Work to complete: Verbatim copy without images: repeat the records in full.

*** Extracted material ***

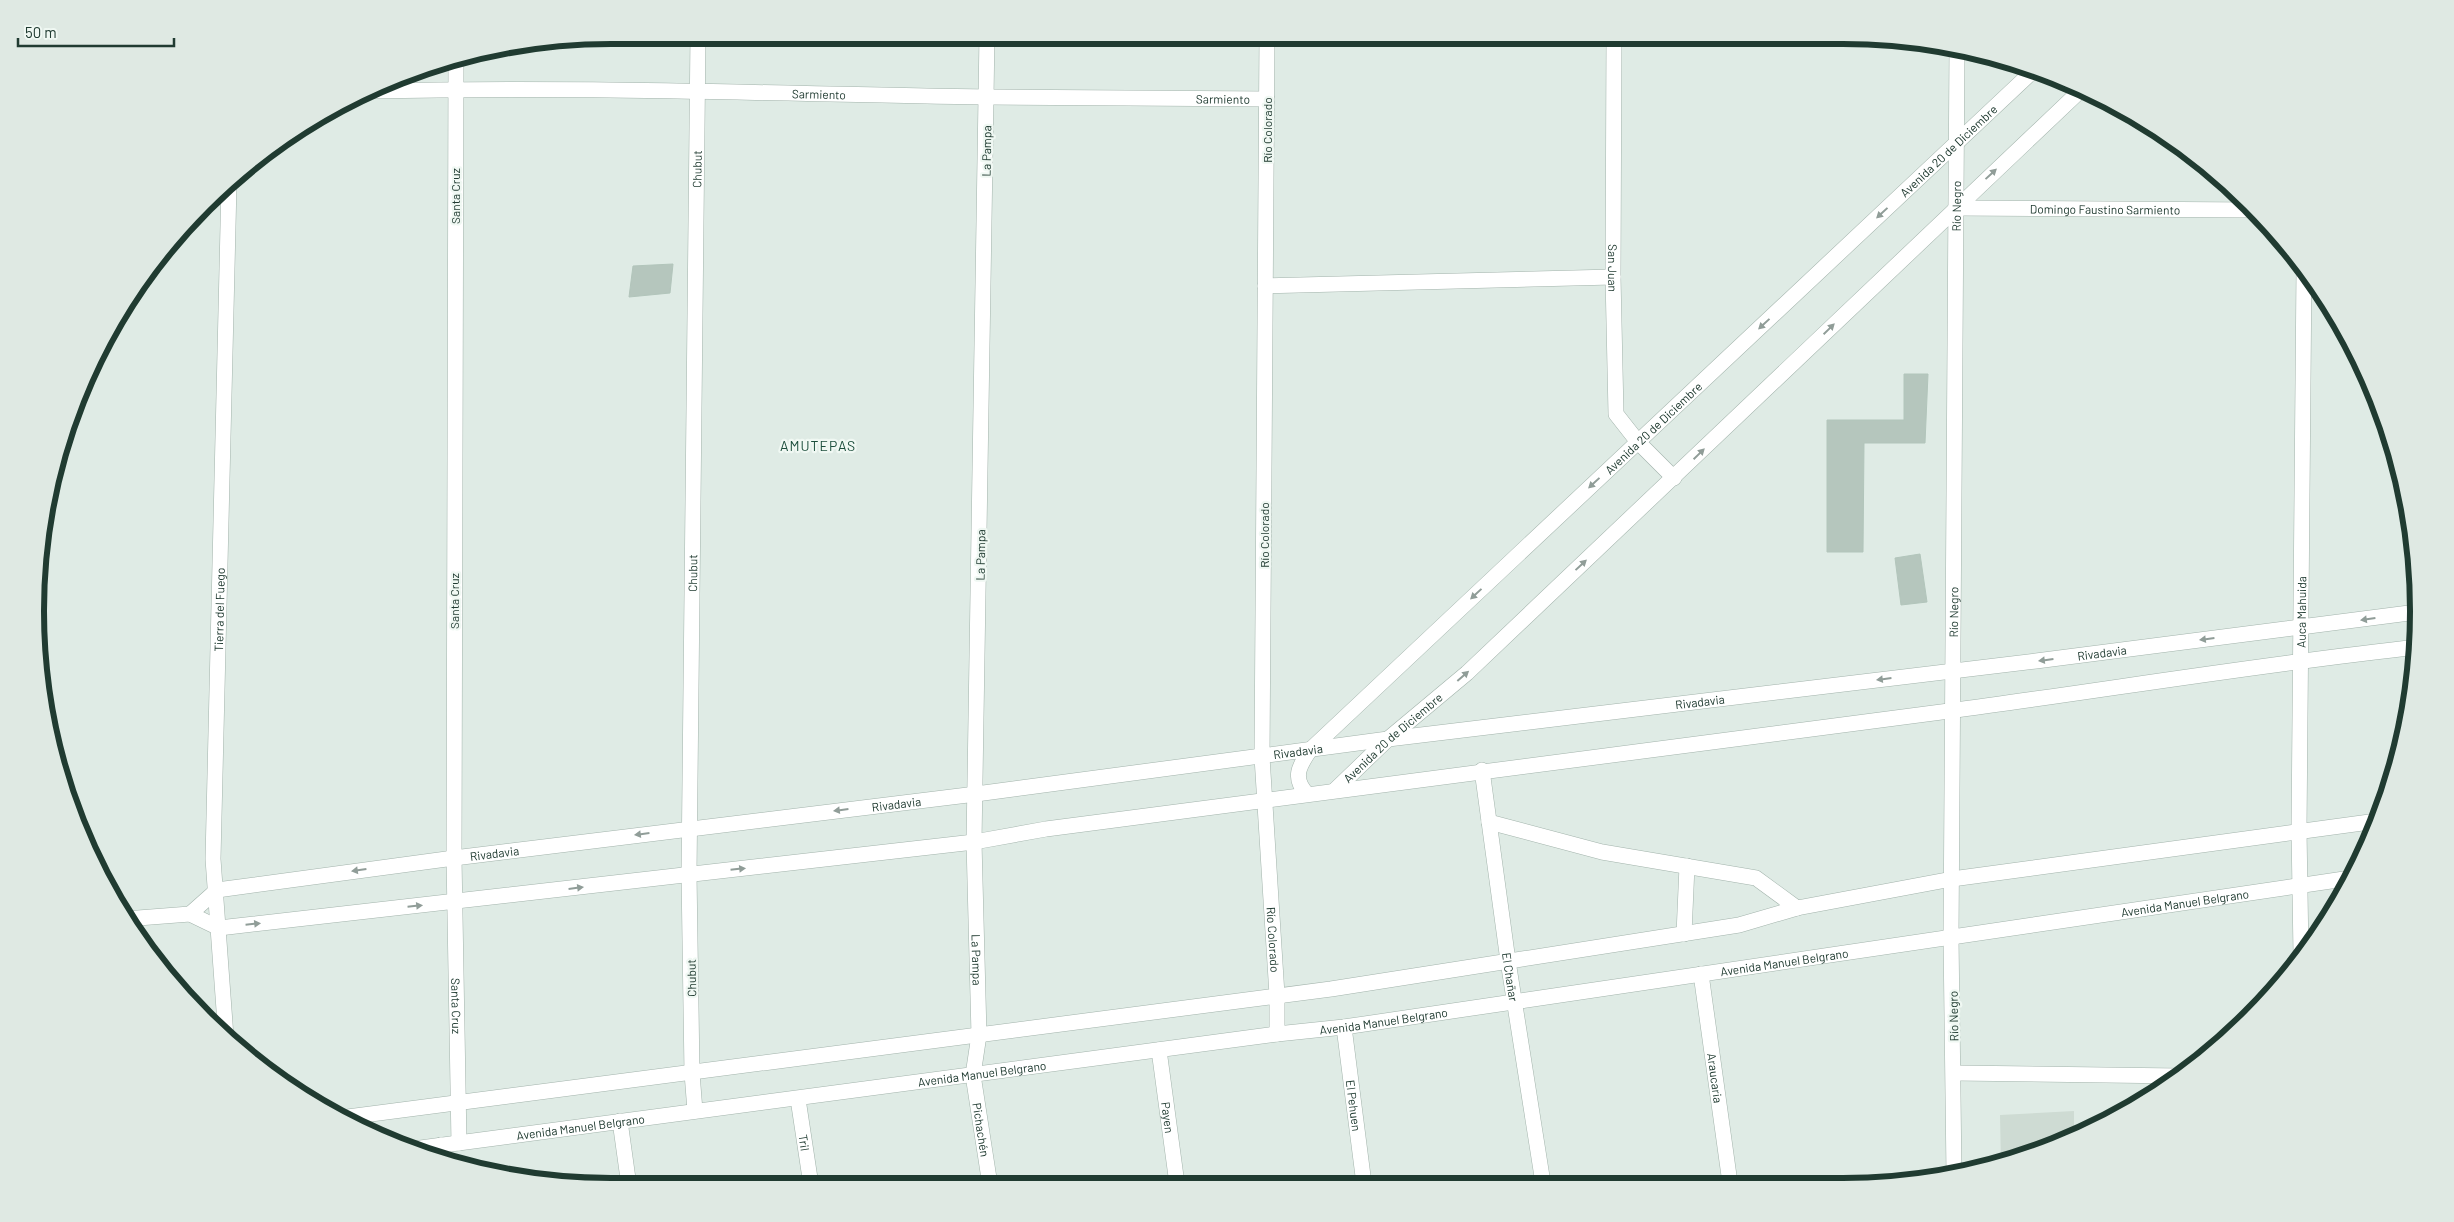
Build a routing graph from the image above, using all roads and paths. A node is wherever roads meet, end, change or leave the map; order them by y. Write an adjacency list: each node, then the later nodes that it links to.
1 (698, 44): 10 (street, Chubut)
2 (987, 44): 12 (street, La Pampa)
3 (1267, 44): 13 (street, Río Colorado)
4 (1614, 44): 18 (street, San Juan)
5 (1957, 56): 14 (street, Río Negro)
6 (456, 66): 8 (street, Santa Cruz)
7 (2028, 75): 14 (street, Avenida 20 de Diciembre)
8 (455, 89): 9 (street, Sarmiento); 10 (street, Sarmiento); 42 (street, Santa Cruz)
9 (388, 90)
10 (698, 90): 12 (street, Sarmiento); 39 (street, Chubut)
11 (2076, 94): 16 (street, Avenida 20 de Diciembre, one-way to 11)
12 (987, 96): 13 (street, Sarmiento); 34 (street, La Pampa)
13 (1267, 99): 20 (street, Río Colorado)
14 (1956, 143): 16 (street, Río Negro); 21 (street, Avenida 20 de Diciembre, one-way to 21)
15 (229, 193): 48 (street, Tierra del Fuego)
16 (1956, 208): 17 (street, Domingo Faustino Sarmiento); 22 (street, Avenida 20 de Diciembre, one-way to 16); 27 (street, Río Negro)
17 (2244, 210)
18 (1613, 277): 20 (street); 21 (street, San Juan)
19 (2304, 281): 24 (street, Auca Mahuida)
20 (1265, 286): 31 (street, Río Colorado)
21 (1638, 442): 22 (street, San Juan); 30 (street, Avenida 20 de Diciembre, one-way to 30)
22 (1674, 478): 29 (street, Avenida 20 de Diciembre, one-way to 22)
23 (2410, 613): 24 (street, Rivadavia, one-way to 24)
24 (2300, 628): 26 (street, Auca Mahuida); 27 (street, Rivadavia, one-way to 27)
25 (2409, 648): 26 (street)
26 (2300, 660): 28 (street); 40 (street, Auca Mahuida)
27 (1953, 670): 28 (street, Río Negro); 29 (street, Rivadavia, one-way to 29)
28 (1953, 710): 32 (street); 46 (street, Río Negro)
29 (1388, 739): 30 (street, Rivadavia); 33 (street, Avenida 20 de Diciembre)
30 (1310, 750): 31 (street, Rivadavia); 35 (street, Avenida 20 de Diciembre)
31 (1262, 756): 34 (street, Rivadavia); 36 (street, Río Colorado)
32 (1482, 770): 33 (street); 37 (street, El Chañar)
33 (1335, 790): 35 (street)
34 (976, 794): 39 (street, Rivadavia, one-way to 39); 41 (street, La Pampa)
35 (1307, 794): 36 (street)
36 (1265, 800): 41 (street); 59 (street, Río Colorado)
37 (1488, 822): 43 (street); 57 (street, El Chañar)
38 (2369, 822): 40 (street)
39 (690, 828): 42 (street, Rivadavia, one-way to 42); 44 (street, Chubut)
40 (2299, 830): 46 (street); 47 (street, Auca Mahuida)
41 (974, 842): 44 (street, one-way to 41); 64 (street, La Pampa)
42 (454, 858): 48 (street, Rivadavia, one-way to 48); 49 (street, Santa Cruz)
43 (1687, 866): 50 (street); 54 (street)
44 (689, 874): 49 (street, one-way to 44); 66 (street, Chubut)
45 (2343, 879): 47 (street, Avenida Manuel Belgrano)
46 (1952, 880): 50 (street); 55 (street, Río Negro)
47 (2300, 885): 55 (street, Avenida Manuel Belgrano); 56 (street, Auca Mahuida)
48 (217, 890): 51 (street); 53 (street, Tierra del Fuego)
49 (455, 902): 53 (street, one-way to 49); 71 (street, Santa Cruz)
50 (1797, 908): 54 (street)
51 (190, 914): 52 (street); 53 (street)
52 (134, 918)
53 (218, 928): 61 (street, Tierra del Fuego)
54 (1684, 934): 57 (street)
55 (1952, 937): 58 (street, Avenida Manuel Belgrano); 67 (street, Río Negro)
56 (2301, 945)
57 (1508, 961): 59 (street); 60 (street, El Chañar)
58 (1701, 974): 60 (street, Avenida Manuel Belgrano); 84 (street, Araucaria)
59 (1277, 996): 63 (street, Río Colorado); 64 (street)
60 (1514, 1002): 62 (street, Avenida Manuel Belgrano); 83 (street, El Chañar)
61 (225, 1026)
62 (1344, 1027): 63 (street, Avenida Manuel Belgrano); 82 (street, El Pehuen)
63 (1277, 1034): 65 (street, Avenida Manuel Belgrano)
64 (979, 1035): 66 (street); 68 (street, La Pampa)
65 (1159, 1050): 68 (street, Avenida Manuel Belgrano); 81 (street, Payen)
66 (692, 1073): 71 (street); 72 (street, Chubut)
67 (1955, 1073): 69 (street); 77 (street, Río Negro)
68 (973, 1075): 70 (street, Avenida Manuel Belgrano); 80 (street, Pichachén)
69 (2168, 1076)
70 (798, 1099): 72 (street, Avenida Manuel Belgrano); 79 (street, Tril)
71 (458, 1104): 73 (street); 75 (street, Santa Cruz)
72 (695, 1111): 74 (street, Avenida Manuel Belgrano)
73 (353, 1116)
74 (620, 1121): 75 (street, Avenida Manuel Belgrano); 78 (street)
75 (459, 1143): 76 (street, Avenida Manuel Belgrano)
76 (443, 1152)
77 (1954, 1167)
78 (627, 1178)
79 (810, 1178)
80 (989, 1178)
81 (1175, 1178)
82 (1363, 1178)
83 (1542, 1178)
84 (1729, 1178)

*** End of Extracted material ***

Written response:
Build a routing graph from the image above, using all roads and paths. A node is wherever roads meet, end, change or leave the map; order them by y. Write an adjacency list: each node, then the later nodes that it links to.
1 (698, 44): 10 (street, Chubut)
2 (987, 44): 12 (street, La Pampa)
3 (1267, 44): 13 (street, Río Colorado)
4 (1614, 44): 18 (street, San Juan)
5 (1957, 56): 14 (street, Río Negro)
6 (456, 66): 8 (street, Santa Cruz)
7 (2028, 75): 14 (street, Avenida 20 de Diciembre)
8 (455, 89): 9 (street, Sarmiento); 10 (street, Sarmiento); 42 (street, Santa Cruz)
9 (388, 90)
10 (698, 90): 12 (street, Sarmiento); 39 (street, Chubut)
11 (2076, 94): 16 (street, Avenida 20 de Diciembre, one-way to 11)
12 (987, 96): 13 (street, Sarmiento); 34 (street, La Pampa)
13 (1267, 99): 20 (street, Río Colorado)
14 (1956, 143): 16 (street, Río Negro); 21 (street, Avenida 20 de Diciembre, one-way to 21)
15 (229, 193): 48 (street, Tierra del Fuego)
16 (1956, 208): 17 (street, Domingo Faustino Sarmiento); 22 (street, Avenida 20 de Diciembre, one-way to 16); 27 (street, Río Negro)
17 (2244, 210)
18 (1613, 277): 20 (street); 21 (street, San Juan)
19 (2304, 281): 24 (street, Auca Mahuida)
20 (1265, 286): 31 (street, Río Colorado)
21 (1638, 442): 22 (street, San Juan); 30 (street, Avenida 20 de Diciembre, one-way to 30)
22 (1674, 478): 29 (street, Avenida 20 de Diciembre, one-way to 22)
23 (2410, 613): 24 (street, Rivadavia, one-way to 24)
24 (2300, 628): 26 (street, Auca Mahuida); 27 (street, Rivadavia, one-way to 27)
25 (2409, 648): 26 (street)
26 (2300, 660): 28 (street); 40 (street, Auca Mahuida)
27 (1953, 670): 28 (street, Río Negro); 29 (street, Rivadavia, one-way to 29)
28 (1953, 710): 32 (street); 46 (street, Río Negro)
29 (1388, 739): 30 (street, Rivadavia); 33 (street, Avenida 20 de Diciembre)
30 (1310, 750): 31 (street, Rivadavia); 35 (street, Avenida 20 de Diciembre)
31 (1262, 756): 34 (street, Rivadavia); 36 (street, Río Colorado)
32 (1482, 770): 33 (street); 37 (street, El Chañar)
33 (1335, 790): 35 (street)
34 (976, 794): 39 (street, Rivadavia, one-way to 39); 41 (street, La Pampa)
35 (1307, 794): 36 (street)
36 (1265, 800): 41 (street); 59 (street, Río Colorado)
37 (1488, 822): 43 (street); 57 (street, El Chañar)
38 (2369, 822): 40 (street)
39 (690, 828): 42 (street, Rivadavia, one-way to 42); 44 (street, Chubut)
40 (2299, 830): 46 (street); 47 (street, Auca Mahuida)
41 (974, 842): 44 (street, one-way to 41); 64 (street, La Pampa)
42 (454, 858): 48 (street, Rivadavia, one-way to 48); 49 (street, Santa Cruz)
43 (1687, 866): 50 (street); 54 (street)
44 (689, 874): 49 (street, one-way to 44); 66 (street, Chubut)
45 (2343, 879): 47 (street, Avenida Manuel Belgrano)
46 (1952, 880): 50 (street); 55 (street, Río Negro)
47 (2300, 885): 55 (street, Avenida Manuel Belgrano); 56 (street, Auca Mahuida)
48 (217, 890): 51 (street); 53 (street, Tierra del Fuego)
49 (455, 902): 53 (street, one-way to 49); 71 (street, Santa Cruz)
50 (1797, 908): 54 (street)
51 (190, 914): 52 (street); 53 (street)
52 (134, 918)
53 (218, 928): 61 (street, Tierra del Fuego)
54 (1684, 934): 57 (street)
55 (1952, 937): 58 (street, Avenida Manuel Belgrano); 67 (street, Río Negro)
56 (2301, 945)
57 (1508, 961): 59 (street); 60 (street, El Chañar)
58 (1701, 974): 60 (street, Avenida Manuel Belgrano); 84 (street, Araucaria)
59 (1277, 996): 63 (street, Río Colorado); 64 (street)
60 (1514, 1002): 62 (street, Avenida Manuel Belgrano); 83 (street, El Chañar)
61 (225, 1026)
62 (1344, 1027): 63 (street, Avenida Manuel Belgrano); 82 (street, El Pehuen)
63 (1277, 1034): 65 (street, Avenida Manuel Belgrano)
64 (979, 1035): 66 (street); 68 (street, La Pampa)
65 (1159, 1050): 68 (street, Avenida Manuel Belgrano); 81 (street, Payen)
66 (692, 1073): 71 (street); 72 (street, Chubut)
67 (1955, 1073): 69 (street); 77 (street, Río Negro)
68 (973, 1075): 70 (street, Avenida Manuel Belgrano); 80 (street, Pichachén)
69 (2168, 1076)
70 (798, 1099): 72 (street, Avenida Manuel Belgrano); 79 (street, Tril)
71 (458, 1104): 73 (street); 75 (street, Santa Cruz)
72 (695, 1111): 74 (street, Avenida Manuel Belgrano)
73 (353, 1116)
74 (620, 1121): 75 (street, Avenida Manuel Belgrano); 78 (street)
75 (459, 1143): 76 (street, Avenida Manuel Belgrano)
76 (443, 1152)
77 (1954, 1167)
78 (627, 1178)
79 (810, 1178)
80 (989, 1178)
81 (1175, 1178)
82 (1363, 1178)
83 (1542, 1178)
84 (1729, 1178)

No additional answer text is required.